Input records —
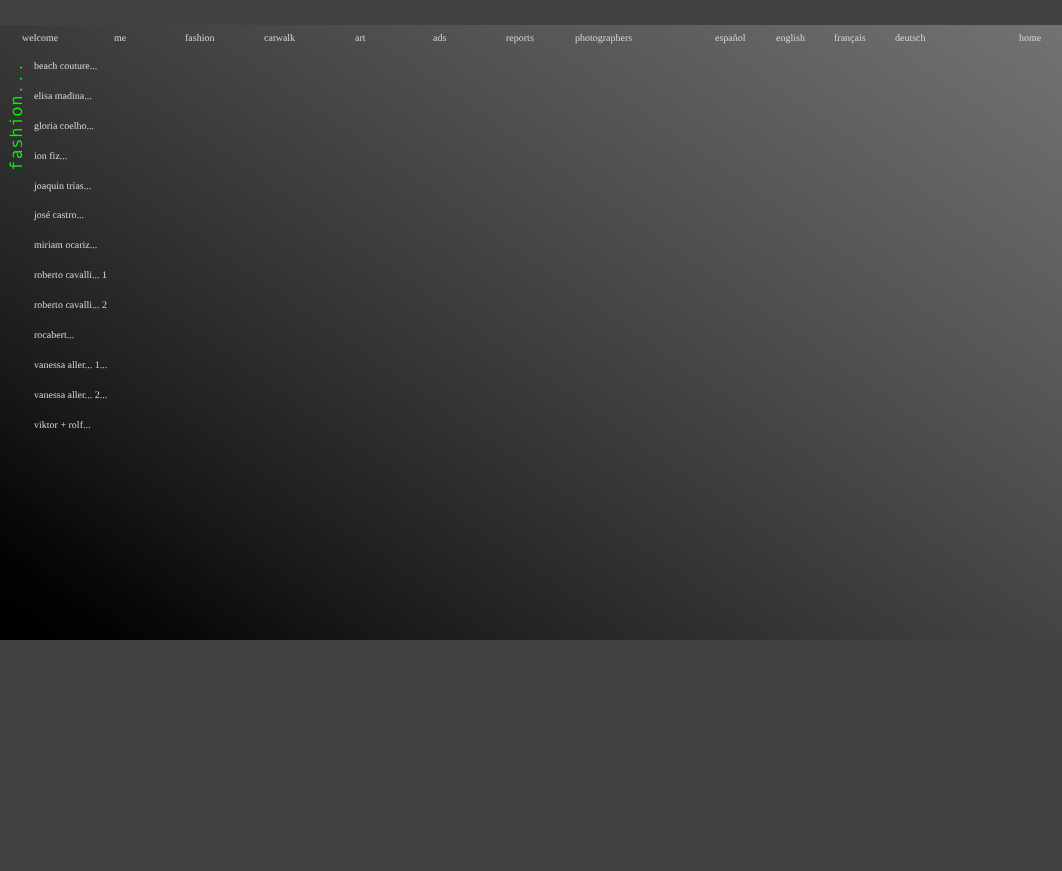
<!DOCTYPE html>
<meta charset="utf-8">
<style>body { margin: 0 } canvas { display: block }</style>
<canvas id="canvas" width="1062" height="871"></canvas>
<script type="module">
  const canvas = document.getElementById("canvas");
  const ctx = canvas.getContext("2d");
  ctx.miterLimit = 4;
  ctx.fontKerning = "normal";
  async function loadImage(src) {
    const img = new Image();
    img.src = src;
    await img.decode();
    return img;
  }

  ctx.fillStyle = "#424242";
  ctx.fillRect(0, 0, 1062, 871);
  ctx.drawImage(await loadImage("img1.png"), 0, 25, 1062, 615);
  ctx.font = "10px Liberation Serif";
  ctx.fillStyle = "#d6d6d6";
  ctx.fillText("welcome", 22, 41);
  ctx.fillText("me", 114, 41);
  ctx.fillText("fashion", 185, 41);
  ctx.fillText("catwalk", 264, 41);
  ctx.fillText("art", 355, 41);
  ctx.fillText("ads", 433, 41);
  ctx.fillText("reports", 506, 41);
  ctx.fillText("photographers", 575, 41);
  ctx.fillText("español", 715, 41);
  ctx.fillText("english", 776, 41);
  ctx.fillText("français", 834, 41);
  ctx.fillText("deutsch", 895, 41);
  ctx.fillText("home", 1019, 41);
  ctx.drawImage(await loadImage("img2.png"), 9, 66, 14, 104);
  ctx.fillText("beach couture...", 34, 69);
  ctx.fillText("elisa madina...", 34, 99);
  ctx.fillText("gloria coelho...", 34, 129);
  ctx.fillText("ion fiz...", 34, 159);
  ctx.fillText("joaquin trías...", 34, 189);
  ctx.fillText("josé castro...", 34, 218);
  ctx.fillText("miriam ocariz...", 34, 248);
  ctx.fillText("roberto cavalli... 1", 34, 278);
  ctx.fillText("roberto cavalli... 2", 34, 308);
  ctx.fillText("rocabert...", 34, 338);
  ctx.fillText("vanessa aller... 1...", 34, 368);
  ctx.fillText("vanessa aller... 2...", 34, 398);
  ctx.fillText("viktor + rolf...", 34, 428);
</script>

Required action —
In the data above, find each line where the string "canvas" appears, then copy it.

Written answer —
<style>body { margin: 0 } canvas { display: block }</style>
<canvas id="canvas" width="1062" height="871"></canvas>
  const canvas = document.getElementById("canvas");
  const ctx = canvas.getContext("2d");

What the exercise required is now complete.